→ **Directions for this task**: Determine how many lines of this material contain "index". Give only the number.

→ **Exercise materials**:
————————
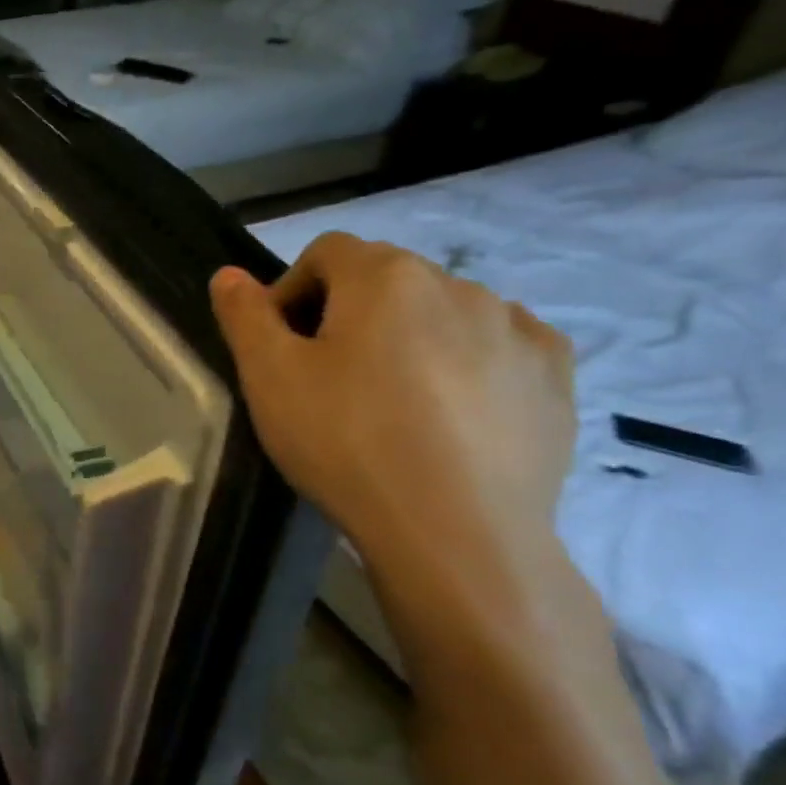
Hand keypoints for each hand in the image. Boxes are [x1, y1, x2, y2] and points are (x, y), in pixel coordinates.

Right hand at [211, 232, 575, 576]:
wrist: (455, 531)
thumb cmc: (345, 441)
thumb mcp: (268, 377)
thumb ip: (244, 315)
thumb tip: (229, 273)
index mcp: (384, 276)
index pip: (326, 253)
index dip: (292, 291)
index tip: (282, 347)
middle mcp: (457, 283)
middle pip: (385, 280)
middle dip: (349, 314)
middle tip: (329, 380)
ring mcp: (515, 327)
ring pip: (444, 313)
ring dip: (411, 337)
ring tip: (395, 403)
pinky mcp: (556, 375)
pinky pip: (501, 346)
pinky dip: (472, 361)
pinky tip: (455, 411)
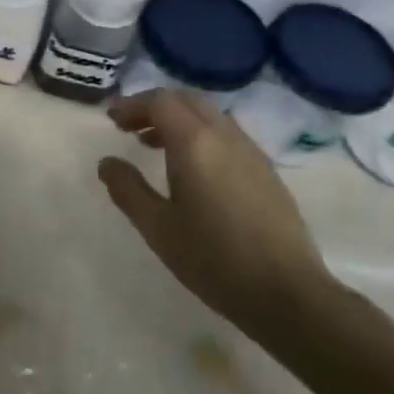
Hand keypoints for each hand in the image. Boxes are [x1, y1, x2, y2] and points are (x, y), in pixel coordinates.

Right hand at [98, 89, 332, 336]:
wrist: (287, 293)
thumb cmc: (213, 259)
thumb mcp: (158, 228)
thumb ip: (128, 190)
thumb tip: (107, 163)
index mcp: (195, 143)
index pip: (160, 101)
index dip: (133, 104)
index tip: (112, 120)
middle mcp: (225, 136)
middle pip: (187, 100)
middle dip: (155, 106)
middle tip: (130, 128)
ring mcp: (251, 152)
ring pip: (210, 116)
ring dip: (180, 119)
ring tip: (156, 146)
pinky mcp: (267, 171)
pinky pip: (227, 135)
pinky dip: (202, 135)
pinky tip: (193, 170)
————————
→ **Problem solution**: 8